The 6 best cavitation videos
Cavitation is one of the most damaging things that can happen in your fluid power system. It’s a great way to shorten the life of your components, thanks to the relentless pitting it can exact on metal parts. While there are countless videos online that discuss cavitation, these six are our favorites …
Cavitation in a water pump
While this demonstration doesn’t use high pressure oil hydraulics, it does a great job of explaining how cavitation occurs. Brilliantly, it uses an acrylic pump and acrylic piping, so you can really see what’s happening as the narrator closes the suction valve. As the vapor bubbles collapse and return to their liquid form, it sounds like there are rocks passing through the pipes—testament to the awful destruction that cavitation can impart on your system.
Vacuum bubbles!
These two French guys seem to be just horsing around in their backyard, but some amazing close-up, incredibly slowed-down camera angles show exactly what is happening when cavitation bubbles act on the bottom of a glass bottle.

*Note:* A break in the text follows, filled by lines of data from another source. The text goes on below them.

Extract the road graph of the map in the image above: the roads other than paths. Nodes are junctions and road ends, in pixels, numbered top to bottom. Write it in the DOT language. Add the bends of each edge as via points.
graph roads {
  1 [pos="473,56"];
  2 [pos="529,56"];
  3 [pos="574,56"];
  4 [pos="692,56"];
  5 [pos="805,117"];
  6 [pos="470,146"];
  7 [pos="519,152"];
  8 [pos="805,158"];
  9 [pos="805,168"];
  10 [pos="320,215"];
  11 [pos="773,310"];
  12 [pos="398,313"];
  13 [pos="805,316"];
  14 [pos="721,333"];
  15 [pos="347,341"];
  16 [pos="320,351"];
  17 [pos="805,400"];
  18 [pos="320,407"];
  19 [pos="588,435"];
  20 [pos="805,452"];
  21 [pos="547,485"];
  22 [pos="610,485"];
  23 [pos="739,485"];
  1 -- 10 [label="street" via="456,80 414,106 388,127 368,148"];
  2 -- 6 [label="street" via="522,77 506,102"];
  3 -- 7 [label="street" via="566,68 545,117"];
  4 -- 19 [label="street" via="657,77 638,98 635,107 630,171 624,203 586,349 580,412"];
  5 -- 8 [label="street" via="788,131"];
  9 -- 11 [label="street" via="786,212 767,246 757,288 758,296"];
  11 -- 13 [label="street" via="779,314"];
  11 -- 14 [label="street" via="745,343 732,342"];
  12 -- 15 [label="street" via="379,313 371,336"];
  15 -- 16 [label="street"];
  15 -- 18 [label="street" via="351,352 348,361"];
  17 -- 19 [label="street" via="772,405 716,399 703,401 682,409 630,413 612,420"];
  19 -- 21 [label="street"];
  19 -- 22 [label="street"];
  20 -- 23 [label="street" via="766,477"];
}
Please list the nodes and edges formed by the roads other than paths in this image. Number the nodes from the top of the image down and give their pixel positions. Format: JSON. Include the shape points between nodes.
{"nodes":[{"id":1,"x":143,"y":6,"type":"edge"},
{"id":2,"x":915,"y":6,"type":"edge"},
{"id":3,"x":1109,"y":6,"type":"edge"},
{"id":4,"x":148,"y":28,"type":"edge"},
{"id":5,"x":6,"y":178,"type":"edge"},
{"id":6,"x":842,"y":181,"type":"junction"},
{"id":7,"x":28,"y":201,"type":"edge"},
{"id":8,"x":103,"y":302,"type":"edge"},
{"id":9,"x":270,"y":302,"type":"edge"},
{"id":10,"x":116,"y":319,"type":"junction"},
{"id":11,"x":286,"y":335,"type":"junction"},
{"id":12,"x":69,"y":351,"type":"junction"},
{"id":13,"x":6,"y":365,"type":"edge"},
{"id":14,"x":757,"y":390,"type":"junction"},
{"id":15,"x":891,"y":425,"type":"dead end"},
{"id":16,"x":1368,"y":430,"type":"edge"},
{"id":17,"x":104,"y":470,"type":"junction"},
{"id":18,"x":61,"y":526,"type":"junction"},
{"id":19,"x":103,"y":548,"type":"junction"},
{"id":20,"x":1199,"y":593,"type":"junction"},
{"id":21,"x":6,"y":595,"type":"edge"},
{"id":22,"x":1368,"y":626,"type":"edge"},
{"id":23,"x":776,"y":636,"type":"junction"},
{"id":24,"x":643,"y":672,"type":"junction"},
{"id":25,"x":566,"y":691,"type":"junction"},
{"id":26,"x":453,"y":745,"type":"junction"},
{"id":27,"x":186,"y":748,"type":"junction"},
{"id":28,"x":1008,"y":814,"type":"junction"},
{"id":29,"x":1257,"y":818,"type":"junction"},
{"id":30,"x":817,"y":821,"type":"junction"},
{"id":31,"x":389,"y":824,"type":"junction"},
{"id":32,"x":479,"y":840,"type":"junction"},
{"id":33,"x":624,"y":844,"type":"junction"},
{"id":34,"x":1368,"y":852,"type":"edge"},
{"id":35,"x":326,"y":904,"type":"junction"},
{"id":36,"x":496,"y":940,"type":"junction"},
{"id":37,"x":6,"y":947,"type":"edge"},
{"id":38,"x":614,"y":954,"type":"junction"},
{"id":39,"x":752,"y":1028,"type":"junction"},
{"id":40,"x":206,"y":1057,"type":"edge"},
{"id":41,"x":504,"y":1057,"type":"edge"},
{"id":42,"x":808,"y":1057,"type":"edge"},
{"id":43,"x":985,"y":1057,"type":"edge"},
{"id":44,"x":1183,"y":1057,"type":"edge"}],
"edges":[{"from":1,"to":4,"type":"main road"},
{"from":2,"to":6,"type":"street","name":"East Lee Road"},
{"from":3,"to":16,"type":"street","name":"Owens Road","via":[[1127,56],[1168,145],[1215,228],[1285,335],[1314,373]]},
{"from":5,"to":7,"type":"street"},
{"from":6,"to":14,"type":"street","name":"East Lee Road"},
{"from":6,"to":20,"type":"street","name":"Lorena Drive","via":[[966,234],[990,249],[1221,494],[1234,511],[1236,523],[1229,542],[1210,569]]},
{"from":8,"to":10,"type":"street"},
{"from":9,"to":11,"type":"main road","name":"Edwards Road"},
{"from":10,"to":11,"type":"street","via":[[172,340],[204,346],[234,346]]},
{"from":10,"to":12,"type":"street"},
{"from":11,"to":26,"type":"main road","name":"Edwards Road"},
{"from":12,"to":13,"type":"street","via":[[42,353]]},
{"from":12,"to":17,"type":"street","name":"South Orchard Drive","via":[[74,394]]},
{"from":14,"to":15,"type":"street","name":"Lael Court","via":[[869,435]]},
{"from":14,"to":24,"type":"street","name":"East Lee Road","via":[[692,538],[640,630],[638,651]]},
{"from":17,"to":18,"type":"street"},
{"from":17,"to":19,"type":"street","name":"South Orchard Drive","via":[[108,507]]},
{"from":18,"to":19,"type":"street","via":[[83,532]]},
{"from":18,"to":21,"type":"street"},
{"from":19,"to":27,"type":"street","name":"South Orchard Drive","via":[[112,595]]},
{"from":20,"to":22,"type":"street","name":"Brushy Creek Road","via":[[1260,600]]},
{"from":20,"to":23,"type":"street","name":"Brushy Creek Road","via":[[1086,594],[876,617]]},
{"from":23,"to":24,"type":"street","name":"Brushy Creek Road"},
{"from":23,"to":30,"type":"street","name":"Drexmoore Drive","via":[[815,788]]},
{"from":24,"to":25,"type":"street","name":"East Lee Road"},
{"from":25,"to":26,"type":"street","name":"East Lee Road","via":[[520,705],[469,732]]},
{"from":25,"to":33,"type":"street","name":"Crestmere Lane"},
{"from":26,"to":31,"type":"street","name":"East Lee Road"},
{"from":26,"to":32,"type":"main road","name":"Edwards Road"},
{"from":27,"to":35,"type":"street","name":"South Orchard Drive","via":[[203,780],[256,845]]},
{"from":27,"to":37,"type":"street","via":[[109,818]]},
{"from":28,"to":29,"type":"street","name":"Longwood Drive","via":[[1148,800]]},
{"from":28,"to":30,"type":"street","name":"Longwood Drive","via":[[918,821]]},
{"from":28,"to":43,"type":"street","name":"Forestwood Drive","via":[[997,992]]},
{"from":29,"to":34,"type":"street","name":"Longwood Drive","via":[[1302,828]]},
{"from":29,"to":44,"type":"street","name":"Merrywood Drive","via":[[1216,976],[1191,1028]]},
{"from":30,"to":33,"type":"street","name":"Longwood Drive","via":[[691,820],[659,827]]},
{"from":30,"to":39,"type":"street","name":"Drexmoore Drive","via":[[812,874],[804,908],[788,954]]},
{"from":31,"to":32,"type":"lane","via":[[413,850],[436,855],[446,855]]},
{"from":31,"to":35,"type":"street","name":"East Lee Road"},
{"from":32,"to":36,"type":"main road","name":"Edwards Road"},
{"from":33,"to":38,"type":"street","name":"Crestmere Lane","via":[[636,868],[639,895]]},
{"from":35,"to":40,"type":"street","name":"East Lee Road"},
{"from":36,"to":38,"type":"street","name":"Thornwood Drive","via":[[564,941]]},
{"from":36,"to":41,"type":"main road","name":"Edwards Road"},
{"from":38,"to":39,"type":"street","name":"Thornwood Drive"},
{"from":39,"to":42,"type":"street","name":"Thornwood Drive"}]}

Cavitation—Easily explained!
While this may at first seem like a boring classroom lecture (and don’t get us started on the British-robotic-sounding narrator), it includes some really fantastic animations, as well as ultra-slow-motion footage of cavitation bubbles actually forming and collapsing.
Cavitation demo
While, at its heart, this is a sales video, it does a nice job on the basics. Both microjets and local pressure waves are covered in this video, which also discusses the additional issues of vibration and noise in systems. This video also has some nice, easy-to-understand animations of how cavitation happens, as well as some ways to avoid cavitation.
Implosive cavitation
Water vs. rocks. Who do you think’s gonna win? This old NOVA video describes the battle; it’s a fun throwback and interesting to watch.
Cavitation Causes and Effects
This video is a nicely done classroom style description of how cavitation forms and what it does to industrial equipment.